Phillip Purser of The News Chronicle wrote, "(Y)ou could hardly have anyone who looks more Tom Sawyerish than young Fred Smith, who has all the regulation features of American boyhood, including freckles, jug ears and wide-spaced teeth. In the first episode, which told how Tom applied elementary capitalist principles to earning himself a Sunday-school Bible, he occupied the role with considerable charm, in particular sustaining some direct addresses to the camera which might have unnerved anyone."

== Episodes ==

| No. | Title | Directed by | Written by | Original release date |
| 1 | "Clever Tom" | Unknown | C. E. Webber | July 24, 1960 |
Tom Sawyer is a 12-year-old boy who lives in St. Petersburg, Missouri in the 1840s. Tom plays hooky from school and goes swimming with Huckleberry Finn, the town pariah. On his way home, Tom catches sight of Becky Thatcher (Janina Faye), the new girl in town, and Tom is instantly smitten. At dinner, Tom's half-brother, Sid (Lindsay Scott-Patton), tattles on Tom and Aunt Polly punishes him by ordering him to whitewash the fence the next day. Tom pretends he's enjoying the chore to trick to hoodwink several friends into doing the work for him and trading him their prize possessions for the opportunity. On Sunday, Tom's sympathetic cousin, Mary (Lorna Henderson), coaches him on learning Bible verses so he can collect tickets to win a Bible in Sunday School. Instead of learning the verses, Tom trades the items he collected during the whitewashing escapade to his friends for their tickets. Tom turns in the tickets to collect his Bible, hoping to impress Becky. All goes smoothly until Judge Thatcher (Deering Wells) quizzes Tom on what he's studied; Tom's ignorant answers cause red faces all around.

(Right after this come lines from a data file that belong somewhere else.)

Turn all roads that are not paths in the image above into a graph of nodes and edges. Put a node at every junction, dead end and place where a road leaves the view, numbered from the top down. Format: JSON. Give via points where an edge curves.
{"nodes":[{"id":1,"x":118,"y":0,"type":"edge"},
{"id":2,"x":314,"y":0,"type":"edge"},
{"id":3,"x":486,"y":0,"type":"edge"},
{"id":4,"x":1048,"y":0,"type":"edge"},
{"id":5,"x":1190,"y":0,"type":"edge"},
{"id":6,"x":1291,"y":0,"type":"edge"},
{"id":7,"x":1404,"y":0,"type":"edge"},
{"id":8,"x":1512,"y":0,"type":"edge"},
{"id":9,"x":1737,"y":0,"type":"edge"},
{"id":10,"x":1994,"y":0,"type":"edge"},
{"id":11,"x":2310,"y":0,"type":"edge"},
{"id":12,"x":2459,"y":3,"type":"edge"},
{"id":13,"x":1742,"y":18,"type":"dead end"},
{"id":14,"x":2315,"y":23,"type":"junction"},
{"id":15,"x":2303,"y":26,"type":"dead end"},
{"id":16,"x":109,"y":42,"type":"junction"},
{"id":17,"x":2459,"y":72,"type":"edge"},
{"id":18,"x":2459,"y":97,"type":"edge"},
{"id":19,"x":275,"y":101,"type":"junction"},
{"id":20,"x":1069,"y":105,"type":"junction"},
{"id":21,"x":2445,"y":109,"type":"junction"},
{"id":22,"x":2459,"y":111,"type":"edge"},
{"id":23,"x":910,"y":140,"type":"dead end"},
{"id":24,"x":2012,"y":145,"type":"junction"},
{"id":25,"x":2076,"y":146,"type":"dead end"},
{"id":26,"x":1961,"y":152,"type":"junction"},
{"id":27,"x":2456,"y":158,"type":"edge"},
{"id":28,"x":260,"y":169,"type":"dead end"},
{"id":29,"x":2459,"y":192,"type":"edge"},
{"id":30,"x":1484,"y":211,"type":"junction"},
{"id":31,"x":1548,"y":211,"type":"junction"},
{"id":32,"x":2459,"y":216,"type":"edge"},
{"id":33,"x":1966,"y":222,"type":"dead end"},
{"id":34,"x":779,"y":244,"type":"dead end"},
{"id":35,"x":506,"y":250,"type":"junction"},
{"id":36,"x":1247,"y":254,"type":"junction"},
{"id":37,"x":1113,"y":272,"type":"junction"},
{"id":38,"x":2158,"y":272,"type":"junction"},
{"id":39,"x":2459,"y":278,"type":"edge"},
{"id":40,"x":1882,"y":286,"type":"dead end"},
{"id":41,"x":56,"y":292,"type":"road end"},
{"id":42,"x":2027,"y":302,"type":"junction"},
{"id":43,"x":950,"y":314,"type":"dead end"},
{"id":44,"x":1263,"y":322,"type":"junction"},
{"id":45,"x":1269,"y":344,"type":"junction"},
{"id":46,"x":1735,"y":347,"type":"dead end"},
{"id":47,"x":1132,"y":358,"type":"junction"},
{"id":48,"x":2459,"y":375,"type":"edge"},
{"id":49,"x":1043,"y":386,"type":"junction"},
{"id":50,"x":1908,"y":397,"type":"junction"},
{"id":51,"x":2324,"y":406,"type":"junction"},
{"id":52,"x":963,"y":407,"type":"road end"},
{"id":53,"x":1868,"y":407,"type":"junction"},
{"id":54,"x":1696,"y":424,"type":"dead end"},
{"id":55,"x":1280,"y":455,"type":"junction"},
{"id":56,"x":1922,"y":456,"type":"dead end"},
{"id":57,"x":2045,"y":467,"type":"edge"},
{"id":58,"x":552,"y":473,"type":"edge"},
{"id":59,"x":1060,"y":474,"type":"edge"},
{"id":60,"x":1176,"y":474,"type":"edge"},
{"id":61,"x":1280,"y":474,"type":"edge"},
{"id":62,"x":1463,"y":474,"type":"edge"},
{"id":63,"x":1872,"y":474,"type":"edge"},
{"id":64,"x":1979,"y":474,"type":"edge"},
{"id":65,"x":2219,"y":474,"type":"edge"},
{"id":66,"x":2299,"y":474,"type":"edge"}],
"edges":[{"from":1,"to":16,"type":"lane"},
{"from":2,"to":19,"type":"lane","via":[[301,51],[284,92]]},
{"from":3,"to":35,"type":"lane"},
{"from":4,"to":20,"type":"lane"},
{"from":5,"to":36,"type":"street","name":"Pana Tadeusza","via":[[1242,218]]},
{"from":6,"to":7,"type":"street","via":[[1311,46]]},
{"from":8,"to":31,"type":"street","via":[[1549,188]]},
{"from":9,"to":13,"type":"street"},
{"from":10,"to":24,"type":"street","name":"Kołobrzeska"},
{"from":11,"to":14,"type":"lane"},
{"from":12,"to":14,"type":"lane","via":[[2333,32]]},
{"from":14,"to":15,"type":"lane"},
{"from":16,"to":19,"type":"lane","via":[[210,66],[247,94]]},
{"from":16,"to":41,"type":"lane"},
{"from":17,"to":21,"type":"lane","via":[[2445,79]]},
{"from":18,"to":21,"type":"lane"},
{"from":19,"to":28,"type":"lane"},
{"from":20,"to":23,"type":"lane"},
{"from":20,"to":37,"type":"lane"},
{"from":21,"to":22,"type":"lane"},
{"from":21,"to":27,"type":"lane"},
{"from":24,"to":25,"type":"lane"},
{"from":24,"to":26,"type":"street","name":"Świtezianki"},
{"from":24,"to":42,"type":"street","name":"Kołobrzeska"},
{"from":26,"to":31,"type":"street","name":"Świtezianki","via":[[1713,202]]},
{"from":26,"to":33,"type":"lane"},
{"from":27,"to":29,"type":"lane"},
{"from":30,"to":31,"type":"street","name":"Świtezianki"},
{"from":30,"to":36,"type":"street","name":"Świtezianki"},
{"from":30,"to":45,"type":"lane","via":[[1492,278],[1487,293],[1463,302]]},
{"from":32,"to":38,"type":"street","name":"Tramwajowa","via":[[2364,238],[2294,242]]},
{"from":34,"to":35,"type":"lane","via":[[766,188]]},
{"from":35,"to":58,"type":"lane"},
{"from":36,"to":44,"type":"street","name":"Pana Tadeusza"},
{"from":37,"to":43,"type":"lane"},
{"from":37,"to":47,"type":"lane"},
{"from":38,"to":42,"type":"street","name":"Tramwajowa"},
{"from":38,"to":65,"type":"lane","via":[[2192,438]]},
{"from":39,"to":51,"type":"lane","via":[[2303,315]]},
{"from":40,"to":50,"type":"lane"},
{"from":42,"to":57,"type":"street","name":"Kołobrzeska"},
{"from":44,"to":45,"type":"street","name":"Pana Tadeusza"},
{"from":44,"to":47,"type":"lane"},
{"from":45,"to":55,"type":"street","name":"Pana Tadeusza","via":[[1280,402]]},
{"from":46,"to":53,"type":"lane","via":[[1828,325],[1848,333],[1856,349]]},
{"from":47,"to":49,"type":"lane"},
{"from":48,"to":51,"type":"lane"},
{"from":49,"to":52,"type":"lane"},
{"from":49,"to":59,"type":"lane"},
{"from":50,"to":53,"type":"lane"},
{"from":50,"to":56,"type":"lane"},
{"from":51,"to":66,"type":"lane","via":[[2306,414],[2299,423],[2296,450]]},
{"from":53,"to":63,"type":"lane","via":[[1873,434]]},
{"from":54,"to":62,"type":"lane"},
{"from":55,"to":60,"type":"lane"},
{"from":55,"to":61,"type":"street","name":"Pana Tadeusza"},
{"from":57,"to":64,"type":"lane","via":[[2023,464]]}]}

| 2 | "A Cure for Warts" | Unknown | C.E._Webber | July 31, 1960 |
Huck Finn consults Old Mother Hopkins, the local witch, about curing his warts. She suggests taking a dead cat to the graveyard at midnight, hurling the cat into the open grave of an evil man and saying a supposedly magical incantation. In the schoolyard, Tom runs into Huck, who explains his plan to venture into the graveyard that night. Tom begs to come along and Huck agrees. Although the school bell is ringing, Tom prefers to study corncob pipe-smoking with Huck. The schoolmaster makes the tardy Tom sit with the girls as punishment, which gives Tom the opportunity to take a seat next to Becky Thatcher. After school, Tom asks Becky about getting engaged. He kisses her and all seems fine until he lets it slip that he was previously engaged to Amy Lawrence. Feeling betrayed, Becky runs off. That night, Huck and Tom make their way to the grave of Hoss Williams. Muff Potter (Jack Smethurst), the local drunk, and Injun Joe (John Bennett), a notorious "half-breed," enter the graveyard with Doc Robinson, a suspected body snatcher. The men quarrel, Robinson knocks Potter unconscious and Injun Joe stabs Robinson to death, then puts his knife in Potter's hand. When Potter awakens, Injun Joe accuses Potter of the slaying. Huck and Tom flee the scene and swear never to tell anyone what they've seen, lest Injun Joe find out and kill them both.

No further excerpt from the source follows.